Every line below that contains the word "points" must be copied.

INFORMATION GIVEN:
━━━━━━━━━━━━━━━━

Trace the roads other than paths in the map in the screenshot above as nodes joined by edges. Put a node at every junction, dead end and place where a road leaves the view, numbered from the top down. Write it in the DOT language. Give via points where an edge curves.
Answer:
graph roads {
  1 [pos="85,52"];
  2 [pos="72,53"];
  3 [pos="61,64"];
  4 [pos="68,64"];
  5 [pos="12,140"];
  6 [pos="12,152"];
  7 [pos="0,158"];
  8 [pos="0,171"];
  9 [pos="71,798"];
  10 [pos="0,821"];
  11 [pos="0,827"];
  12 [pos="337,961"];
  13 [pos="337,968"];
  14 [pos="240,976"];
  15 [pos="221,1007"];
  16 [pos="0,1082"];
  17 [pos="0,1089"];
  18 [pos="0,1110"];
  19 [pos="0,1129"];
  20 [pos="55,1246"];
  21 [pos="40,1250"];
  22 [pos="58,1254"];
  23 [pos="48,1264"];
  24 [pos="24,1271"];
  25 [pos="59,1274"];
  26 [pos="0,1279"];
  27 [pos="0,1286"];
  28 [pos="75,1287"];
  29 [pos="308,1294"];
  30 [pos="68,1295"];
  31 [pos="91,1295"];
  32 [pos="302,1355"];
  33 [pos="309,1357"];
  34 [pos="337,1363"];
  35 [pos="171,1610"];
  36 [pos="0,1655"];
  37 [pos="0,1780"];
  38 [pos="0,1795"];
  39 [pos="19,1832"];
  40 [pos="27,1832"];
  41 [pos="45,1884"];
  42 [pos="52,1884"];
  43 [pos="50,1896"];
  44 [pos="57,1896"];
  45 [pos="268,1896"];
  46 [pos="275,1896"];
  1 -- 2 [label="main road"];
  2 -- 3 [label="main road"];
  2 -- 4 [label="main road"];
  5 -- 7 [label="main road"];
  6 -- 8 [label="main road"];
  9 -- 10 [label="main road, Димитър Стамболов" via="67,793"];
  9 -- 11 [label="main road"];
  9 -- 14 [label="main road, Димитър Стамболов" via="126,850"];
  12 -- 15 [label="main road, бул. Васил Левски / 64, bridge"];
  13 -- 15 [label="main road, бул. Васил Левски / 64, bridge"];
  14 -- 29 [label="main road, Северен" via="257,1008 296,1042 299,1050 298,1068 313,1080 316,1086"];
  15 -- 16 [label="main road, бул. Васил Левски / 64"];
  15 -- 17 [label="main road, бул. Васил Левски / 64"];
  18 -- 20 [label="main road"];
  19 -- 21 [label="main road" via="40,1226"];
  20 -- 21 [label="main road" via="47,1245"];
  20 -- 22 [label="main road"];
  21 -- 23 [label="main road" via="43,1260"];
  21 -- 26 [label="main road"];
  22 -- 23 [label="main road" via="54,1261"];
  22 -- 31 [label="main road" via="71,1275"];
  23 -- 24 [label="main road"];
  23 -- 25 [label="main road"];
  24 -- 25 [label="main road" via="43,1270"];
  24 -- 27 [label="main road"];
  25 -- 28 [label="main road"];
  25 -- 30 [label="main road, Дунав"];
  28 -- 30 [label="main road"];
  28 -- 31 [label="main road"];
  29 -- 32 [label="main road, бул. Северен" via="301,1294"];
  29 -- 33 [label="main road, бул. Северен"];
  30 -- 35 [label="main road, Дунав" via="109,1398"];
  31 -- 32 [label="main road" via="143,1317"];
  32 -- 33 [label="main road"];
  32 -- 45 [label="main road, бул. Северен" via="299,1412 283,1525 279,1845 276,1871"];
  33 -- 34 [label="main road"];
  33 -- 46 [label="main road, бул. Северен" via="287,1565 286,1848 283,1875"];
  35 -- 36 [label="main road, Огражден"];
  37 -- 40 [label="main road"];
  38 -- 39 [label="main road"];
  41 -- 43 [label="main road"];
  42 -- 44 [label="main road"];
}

━━━━━━━━━━━━━━━━

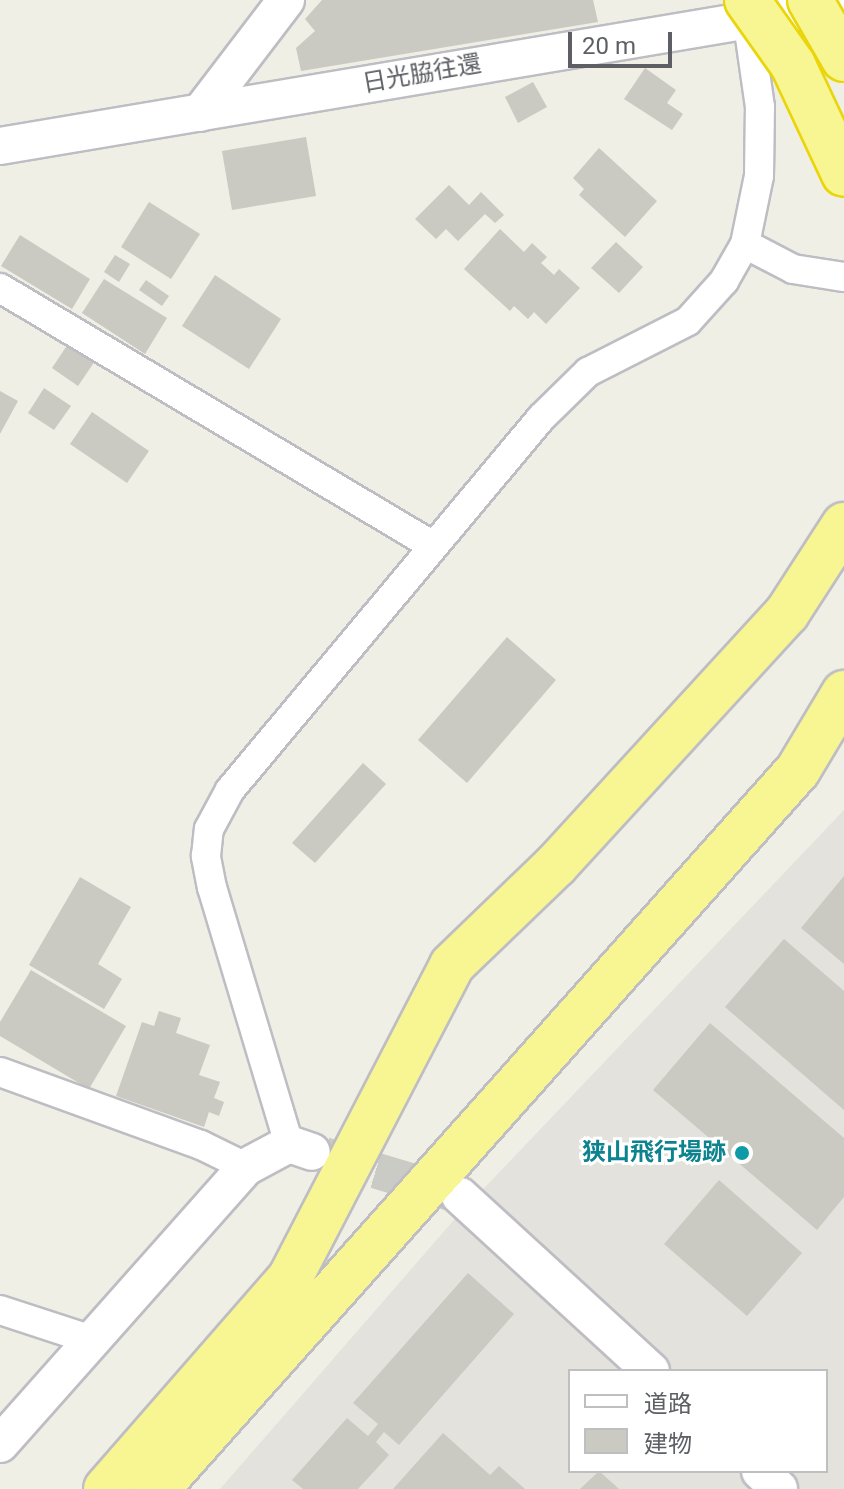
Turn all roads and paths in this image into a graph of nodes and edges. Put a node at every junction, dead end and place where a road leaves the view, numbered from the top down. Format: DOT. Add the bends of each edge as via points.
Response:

━━━━━━━━━━━━━━━━

SOLUTION TO THIS EXERCISE:
Trace the roads other than paths in the map in the screenshot above as nodes joined by edges. Put a node at every junction, dead end and place where a road leaves the view, numbered from the top down. Write it in the DOT language. Give via points where an edge curves.
Turn all roads and paths in this image into a graph of nodes and edges. Put a node at every junction, dead end and place where a road leaves the view, numbered from the top down. Format: DOT. Add the bends of each edge as via points.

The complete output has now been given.